Krusty Mermuls Muffin
There’s a giant hole in my heart today. This whole week, really.
Sunday morning a member of our furry family passed. The dear, sweet, sometimes-cranky, always chatty, constantly licking Krusty Mermuls Muffins.
I want to remember the memories, not be haunted by the image of his lifeless body that I found outside Sunday morning. An image that I constantly feared, wanted to deny would ever happen. But it did.
I paused when I got up, still blissfully ignorant. It was later than normal. He hadn’t spent the early morning meowing for his breakfast. Getting up I didn’t see him inside, but it was a sunny and warm morning, he was probably outside basking in the sun.
He wasn’t on the back porch. I opened the gate to the side yard and saw his form laying at the back of the garden. “Oh there you are…” I started to say, but before I even finished the sentence I knew immediately. Something was wrong. Knew before I saw the injuries to his head. Knew from the stillness, the lack of reaction to my voice. I stepped up and saw what I never wanted to see. I stood over him and tried to deny it. NO!! Oh no, Muffins, NO. And I began to cry.
I ran inside, hysterical, and managed to tell Andy. I took him to his body. And we cried. Spent too much time trying to figure out what happened. It doesn’t really matter; the end result is the same. Muffins is gone. We buried him under the rose bush; Andy dug the hole, I fashioned a cross and found a rock to mark the spot.

Krusty hanging out in my drawer
Our dear, sweet Krusty. Who first came to us not too long after we moved into this house. He acted like he belonged here, but from all accounts looked pretty stray. He wanted love, but was afraid of it. Andy started feeding him. I thought it not such a good idea, that Kitty would hate this interloper. But of course I have a soft heart, and didn’t really mean it. Logic and emotion aren’t always on the same page. We fed him, petted him, played with him in the yard. Eventually we let him inside.
Andy started calling him Other Kitty. Which, since we already have a cat named Kitty, I was not going to allow. This one had some mangled fur, he looked kind of wild. Krusty Kitty, I suggested. It stuck.

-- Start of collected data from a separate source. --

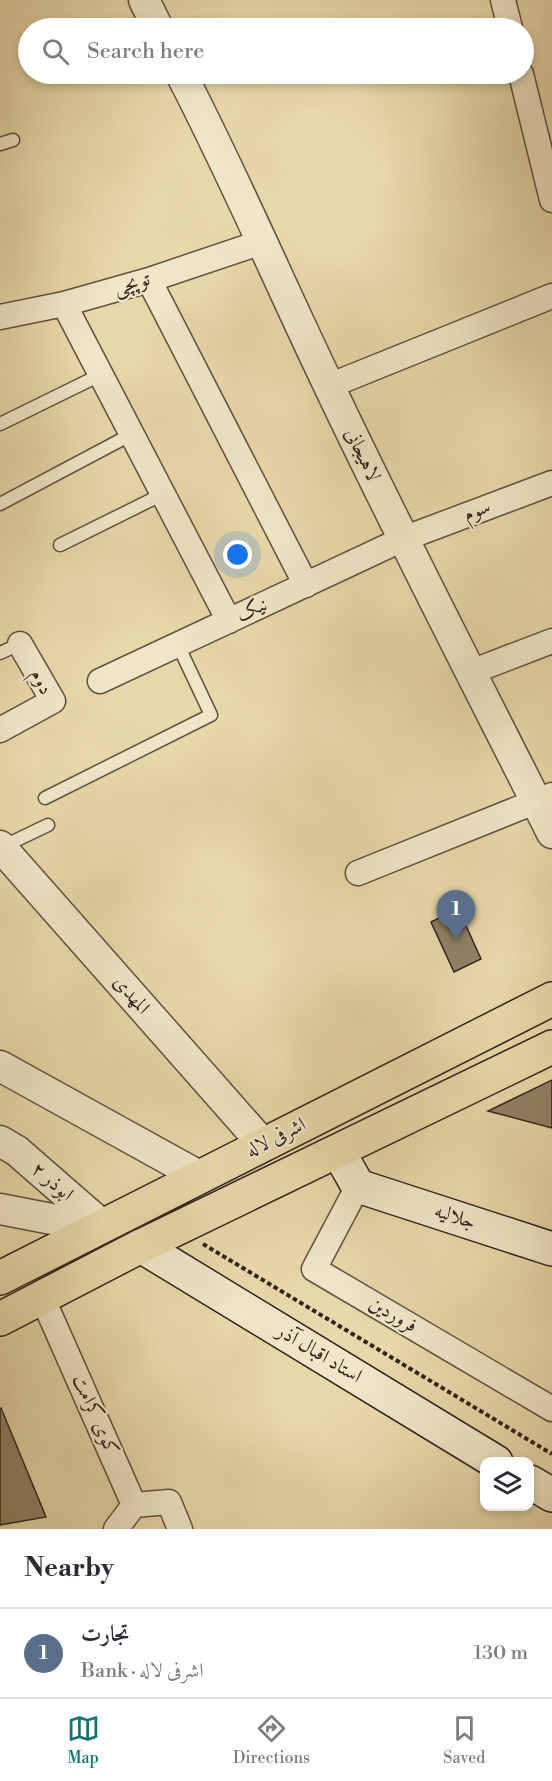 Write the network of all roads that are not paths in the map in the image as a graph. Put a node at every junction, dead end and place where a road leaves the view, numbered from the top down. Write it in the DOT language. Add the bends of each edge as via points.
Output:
graph roads {
  1 [pos="144,0"];
  2 [pos="503,0"];
  3 [pos="153,18"];
  4 [pos="508,18"];
  5 [pos="186,84"];
  6 [pos="523,84"];
  7 [pos="13,140"];
  8 [pos="0,144"];
  9 [pos="552,200"];
  10 [pos="262,242"];
  11 [pos="149,280"];
  12 [pos="552,296"];
  13 [pos="64,304"];
  14 [pos="0,317"];
  15 [pos="100,375"];
  16 [pos="329,386"];
  17 [pos="0,424"];
  18 [pos="132,435"];
  19 [pos="552,483"];
  20 [pos="163,494"];
  21 [pos="0,504"];
  22 [pos="403,539"];
  23 [pos="60,545"];
  24 [pos="306,585"];
  25 [pos="229,621"];
  26 [pos="552,641"];
  27 [pos="178,645"];
  28 [pos="10,648"];
  29 [pos="471,672"];
  30 [pos="100,681"];
  31 [pos="0,730"];
  32 [pos="45,798"];
  33 [pos="544,798"];
  34 [pos="48,825"];
  35 [pos="552,833"];
  36 [pos="1,847"];
  37 [pos="358,873"];
  38 [pos="552,999"];
  39 [pos="552,1047"];
  40 [pos="0,1066"];
  41 [pos="0,1141"];
  42 [pos="263,1144"];
  43 [pos="338,1151"];
  44 [pos="199,1176"];
  45 [pos="358,1186"];
  46 [pos="0,1209"];
  47 [pos="100,1227"];
  48 [pos="141,1246"];
  49 [pos="552,1249"];
  50 [pos="0,1278"];
  51 [pos="42,1297"];
  52 [pos="0,1320"];
  53 [pos="552,1409"];
  54 [pos="489,1457"];
  55 [pos="534,1484"];
  56 [pos="552,1495"];
  57 [pos="135,1505"];
  58 [pos="116,1529"];
  59 [pos="180,1529"];
  1 -- 3 [label="street"];
  2 -- 4 [label="street"];
  5 -- 10 [label="street, لاهیجانی"];
  6 -- 9 [label="street"];
  7 -- 8 [label="lane"];
  10 -- 11 [label="street, توپچی"];
  10 -- 16 [label="street, لاهیجانی"];
  11 -- 13 [label="street, توپچی"];
  11 -- 24 [label="street"];
  12 -- 16 [label="street"];
  13 -- 14 [label="street, توپچی"];
  13 -- 15 [label="street"];
  15 -- 17 [label="lane"];
  15 -- 18 [label="street"];
  16 -- 22 [label="street, لاهیجانی"];
  18 -- 20 [label="street"];
  18 -- 21 [label="lane"];
  19 -- 22 [label="street, سوم"];
  20 -- 23 [label="lane"];
  20 -- 25 [label="street"];
  22 -- 24 [label="street, نیک"];
  22 -- 29 [label="street, لاهیجانی"];
  24 -- 25 [label="street, نیک"];
  25 -- 27 [label="street, نیک"];
  26 -- 29 [label="street"];
  27 -- 30 [label="street, نیک"];
  27 -- 32 [label="lane" via="211,715"];
  28 -- 31 [label="street, دوم" via="53,701"];
  29 -- 33 [label="street, لاهیجانی"];
  33 -- 35 [label="street, لاهیجانی"];
  33 -- 37 [label="street"];
  34 -- 36 [label="lane"];
  36 -- 42 [label="street, المهدی"];
  38 -- 42 [label="main road, اشرفی لاله"];
  39 -- 43 [label="main road, اشرفی لاله"];
  40 -- 44 [label="street"];
  41 -- 47 [label="street, ابوذر ۲"];
  42 -- 44 [label="main road, اشرفی لاله"];
  43 -- 45 [label="main road"];
  43 -- 48 [label="main road, اشرفی لاله"];
  44 -- 47 [label="main road, اشرفی لاله"];
  45 -- 49 [label="main road, جلالیه"];
  45 -- 53 [label="street, فروردین" via="314,1269"];
  46 -- 47 [label="street"];
  47 -- 50 [label="main road, اشرفی لاله"];
  48 -- 51 [label="main road, اشرفی لاله"];
  48 -- 54 [label="main road, استاد اقبال آذر"];
  51 -- 52 [label="main road, اشرفی لاله"];
  51 -- 57 [label="street, کوی کرامت"];
  55 -- 56 [label="main road"];
  57 -- 58 [label="street"];
  57 -- 59 [label="street" via="169,1502"];
}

Of course, he had many knicknames. Our cats all do. He was vocal and had a distinct meow. Liked to talk and announce his arrival, or let me know that he was ready for breakfast. He mur-mur-meowed. He sometimes said hallllow.
His second name became Mermuls. Or, anything that started with M. Andy liked Mustang kitty for awhile, which fit his wild nature.

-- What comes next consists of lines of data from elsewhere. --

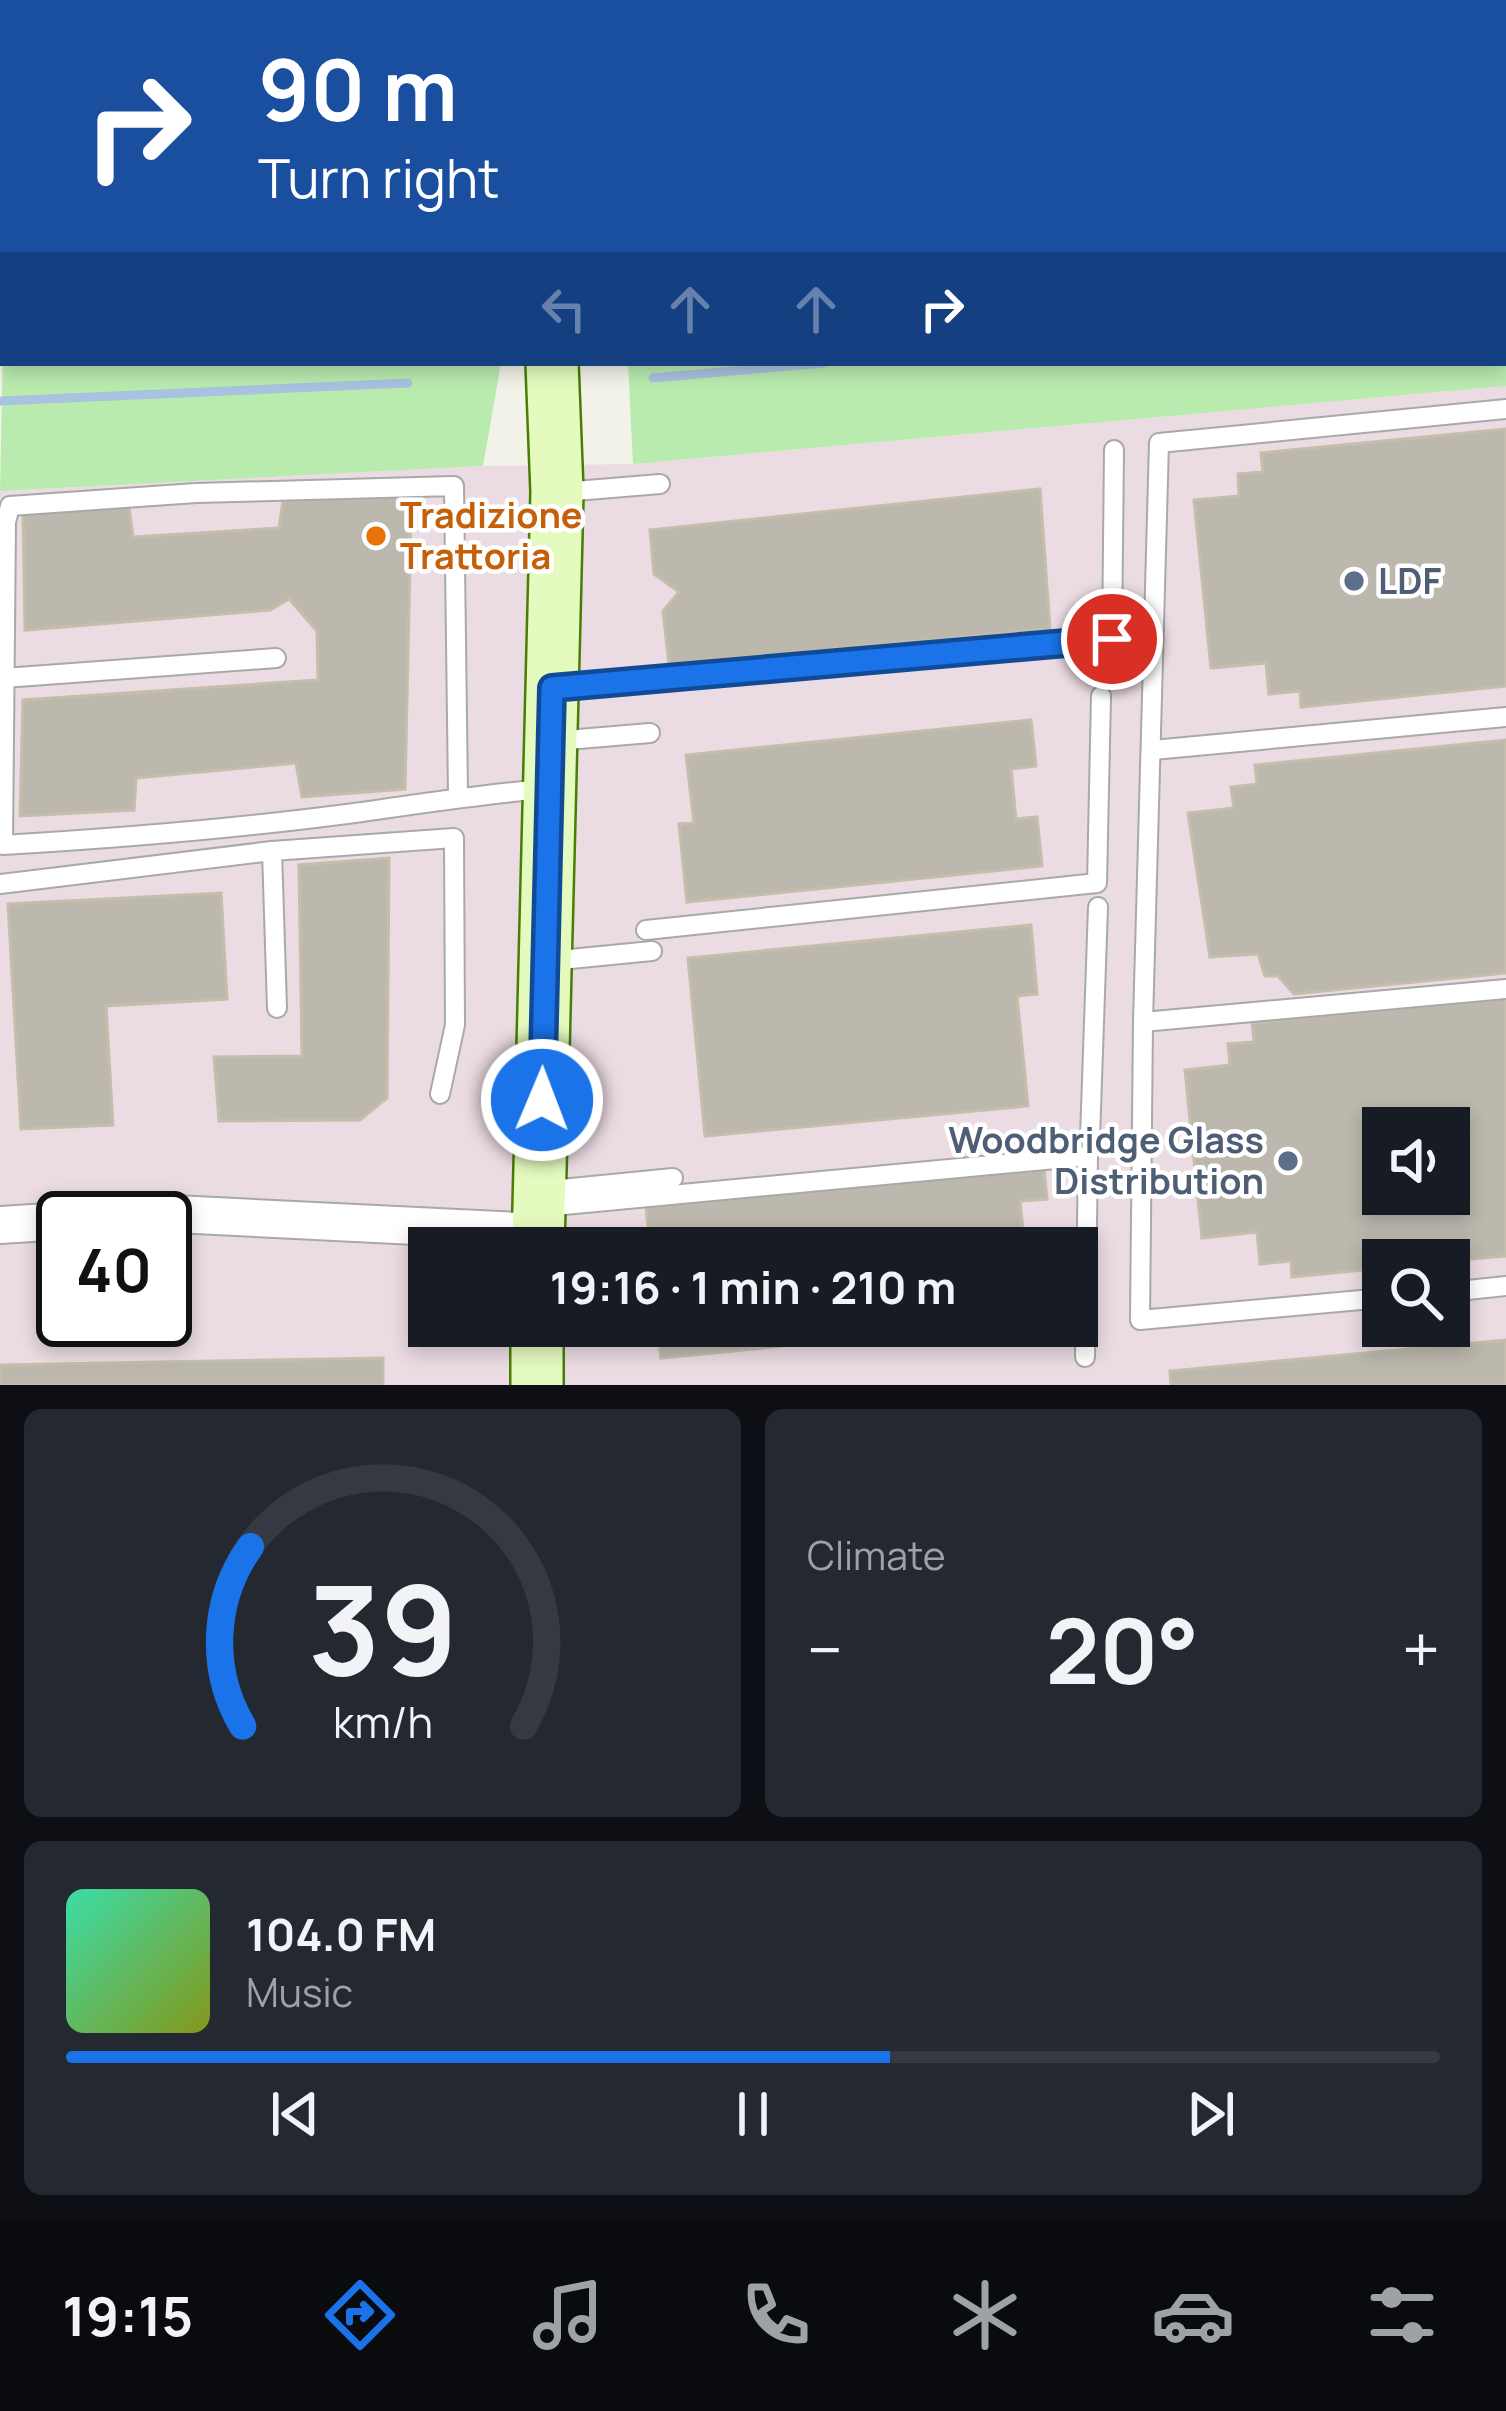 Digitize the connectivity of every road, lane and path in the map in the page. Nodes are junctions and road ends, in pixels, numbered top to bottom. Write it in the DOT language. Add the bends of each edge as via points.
graph roads {
  1 [pos="552,366"];
  2 [pos="1506,409"];
  3 [pos="1114,450"];
  4 [pos="660,484"];
  5 [pos="556,492"];
  6 [pos="276,658"];
  7 [pos="4,678"];
  8 [pos="552,688"];
  9 [pos="1101,696"];
  10 [pos="1506,717"];
  11 [pos="650,733"];
  12 [pos="1153,750"];
  13 [pos="550,765"];
  14 [pos="458,796"];
  15 [pos="272,851"];
  16 [pos="0,884"];
  17 [pos="1098,908"];
  18 [pos="646,930"];
  19 [pos="652,951"];
  20 [pos="545,962"];
  21 [pos="1506,988"];
  22 [pos="277,1008"];
  23 [pos="1143,1022"];
  24 [pos="440,1094"];
  25 [pos="1090,1138"];
  26 [pos="673,1178"];
  27 [pos="192,1214"];
  28 [pos="538,1220"];
  29 [pos="36,1223"];
  30 [pos="0,1225"];
  31 [pos="1506,1286"];
  32 [pos="1470,1290"];
  33 [pos="1362,1300"];
  34 [pos="537,1347"];
  35 [pos="1085,1357"];
  36 [pos="537,1385"];
  1 -- 5 [label="street"];
  2 -- 12 [label="lane" via="1160,443"];
  3 -- 8 [label="lane" via="1112,639"];
  4 -- 5 [label="lane"];
  5 -- 8 [label="street"];
  6 -- 7 [label="lane"];
  7 -- 14 [label="lane" via="3,845 125,838"];
  7 -- 14 [label="lane" via="10,506 454,486"];
  8 -- 13 [label="street"];
  9 -- 18 [label="lane" via="1097,883"];
  10 -- 12 [label="lane"];
  11 -- 13 [label="lane"];
  12 -- 23 [label="lane"];
  13 -- 14 [label="lane"];
  13 -- 20 [label="street"];
  15 -- 16 [label="lane"];
  15 -- 22 [label="lane"];
  15 -- 24 [label="lane" via="454,838 455,1025"];
  17 -- 25 [label="lane"];
  19 -- 20 [label="lane"];
  20 -- 28 [label="street"];
  21 -- 23 [label="lane"];
  23 -- 33 [label="lane" via="1139,1320"];
  26 -- 28 [label="lane"];
  27 -- 28 [label="street"];
  28 -- 35 [label="lane" via="1088,1156"];
  29 -- 30 [label="street"];
  31 -- 32 [label="lane"];
  34 -- 36 [label="street"];
}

Early on he just hung out outside in the yard. Kitty hissed at first, then tolerated. He hunted not for sport, but for dinner. He killed and ate quite a few bunnies. He brought countless lizards into the house, more than a few mice. Being on a canyon had afforded him some good hunting ground.

Lazy lovable Muffins
We found out later from our neighbor that he had originally been our landlord’s cat. The landlord had a few dogs and a few cats, and this one just didn’t really like them. He’d come and go. And when he moved out and rented the house, Krusty was nowhere to be found and didn’t go with. So he became ours.
We almost lost him 2 1/2 years ago, so losing him was always a fear. He’d had a urethral blockage, far too common in male cats, and he came very close to death from his whole system backing up and poisoning him. So close that the emergency vet told us he’d never seen a cat that sick recover. But he did. He was strong.

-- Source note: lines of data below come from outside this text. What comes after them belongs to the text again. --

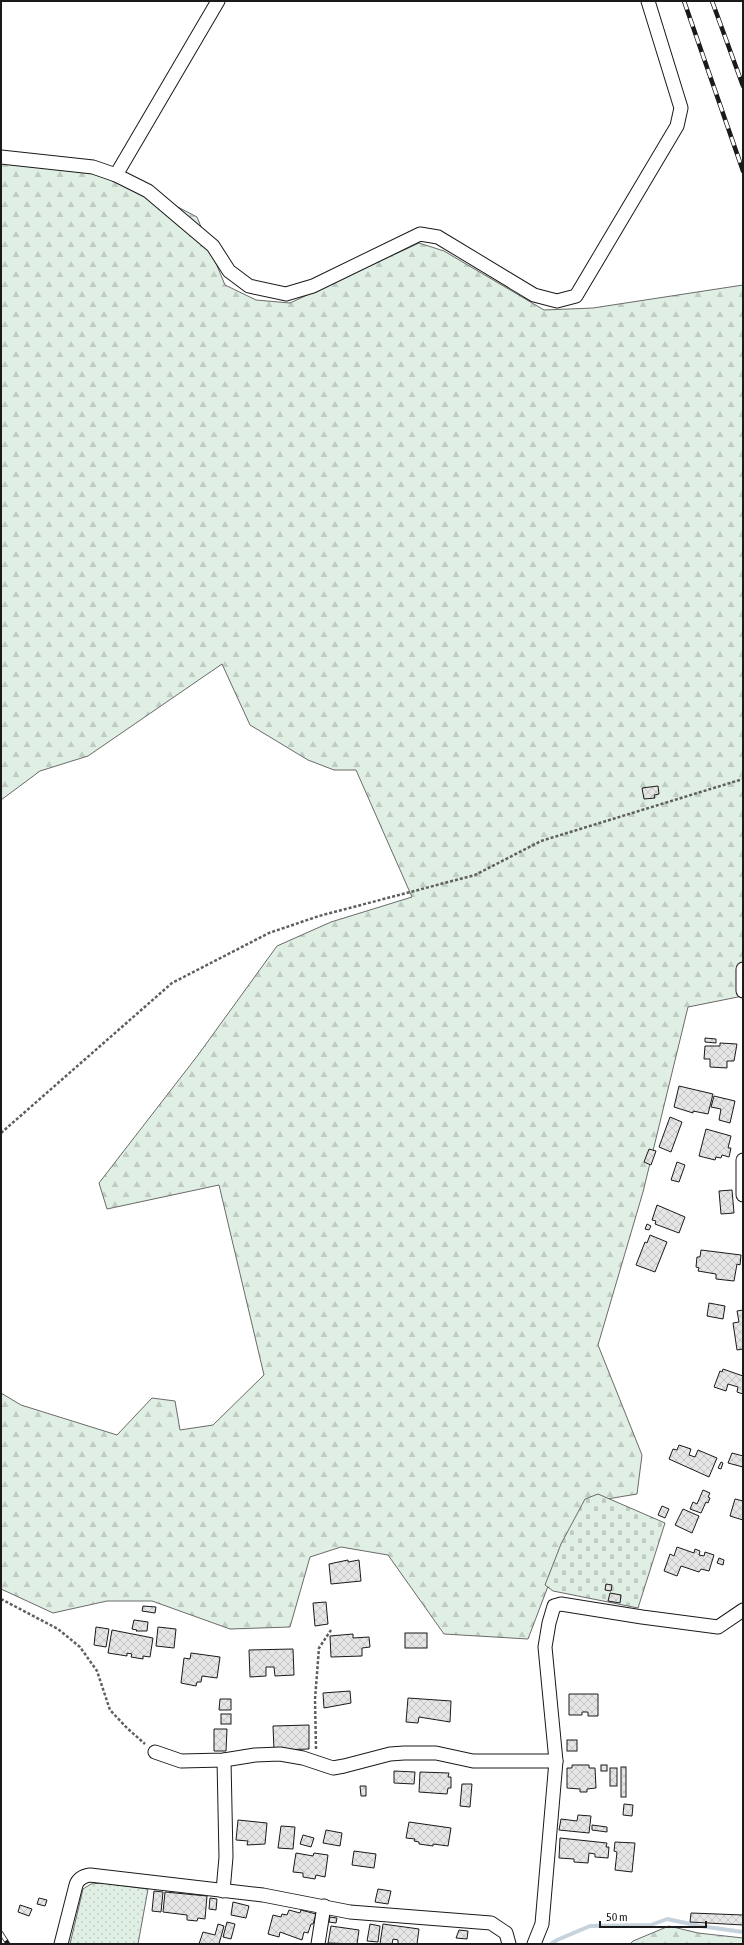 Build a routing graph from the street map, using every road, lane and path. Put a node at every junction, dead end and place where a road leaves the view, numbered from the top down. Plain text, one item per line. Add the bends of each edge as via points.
1 (218, 1) edge
2 (648, 1) edge
3 (1, 157) edge
4 (116, 175) junction
5 (743, 779) edge
6 (743, 969) edge
7 (743, 991) edge
8 (1, 1133) edge
9 (743, 1160) edge
10 (743, 1195) edge
11 (1, 1599) edge
12 (743, 1610) edge
13 (331, 1630) dead end
14 (155, 1752) joint
15 (224, 1760) junction
16 (556, 1761) junction
17 (316, 1762) junction
18 (223, 1891) junction
19 (324, 1906) junction
20 (61, 1944) edge
21 (318, 1944) edge
22 (509, 1944) edge
23 (534, 1944) edge

1 - 4 street
2 - 4 street via 681,108 677,126 576,296 557,301 534,294 438,237 420,234 313,286 286,294 249,286 229,271 213,246 160,201 148,191
3 - 4 street via 93,167
5 - 8 path via 541,841 475,875 319,916 269,932 172,983
6 - 7 street
9 - 10 street
11 - 14 path via 58,1629 80,1647 97,1671 110,1710
12 - 16 street via 718,1626 642,1618 561,1604 554,1606 548,1623 545,1647
13 - 17 path via 319,1648 315,1699
14 - 15 street via 181,1761
15 - 17 street via 280,1754
15 - 18 street via 226,1841
16 - 17 street via 473,1761 436,1753 404,1753 339,1767 328,1767
16 - 23 street via 542,1924
18 - 19 street
18 - 20 street via 84,1876 77,1881
19 - 21 street
19 - 22 street via 350,1912 491,1923 506,1933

The night that he came home from his ordeal, I slept next to him in his makeshift bed of towels on the living room floor to make sure he would be okay. I skipped a good friend’s wedding to watch over him and administer his meds. I doted over him. We both did. Our bond with him changed after that. He knew we had saved his life, I think. Even if he didn’t want to take his medicines. He became less wild. He spent far more time inside. But he still went out side to go to the bathroom; he didn’t like his litter box.

Krusty's tongue hangs out for the 8763634 time
His most recent nickname was Muffins. Another derivative of the M names that Andy regularly came up with. He was getting a bit fat lately, a lot more lazy. He was definitely starting to show the signs of being older. Of course we don’t really know how old he was.
We taught him to play without scratching us (too much). We gave him the love and attention I think he lacked or pushed away as a youngster. He loved us, and boy did we love him. Even when we called him a cranky old man for hissing at the newest members of our cat family.
Ironically, the Krusty that came to us with mangled fur became a kitty who was borderline obsessed with cleaning himself. Probably a habit from living the hard outside life. But the cushy inside life offered much cleaner hanging out, and less animal carcasses, but he still licked himself silly. And he had this thing, if you’d interrupt him while he was grooming, many times he’d sit there with his tongue hanging out, sometimes for a good 10 minutes. Oh the laughs, the belly-busting laughs we’d have. We’d call to the other to quickly grab the camera to document Krusty and his ever-loving tongue. With the amount of pictures we have of his tongue out, you’d think he was like that all the time.
He was dearly loved and will be dearly missed. RIP Krusty.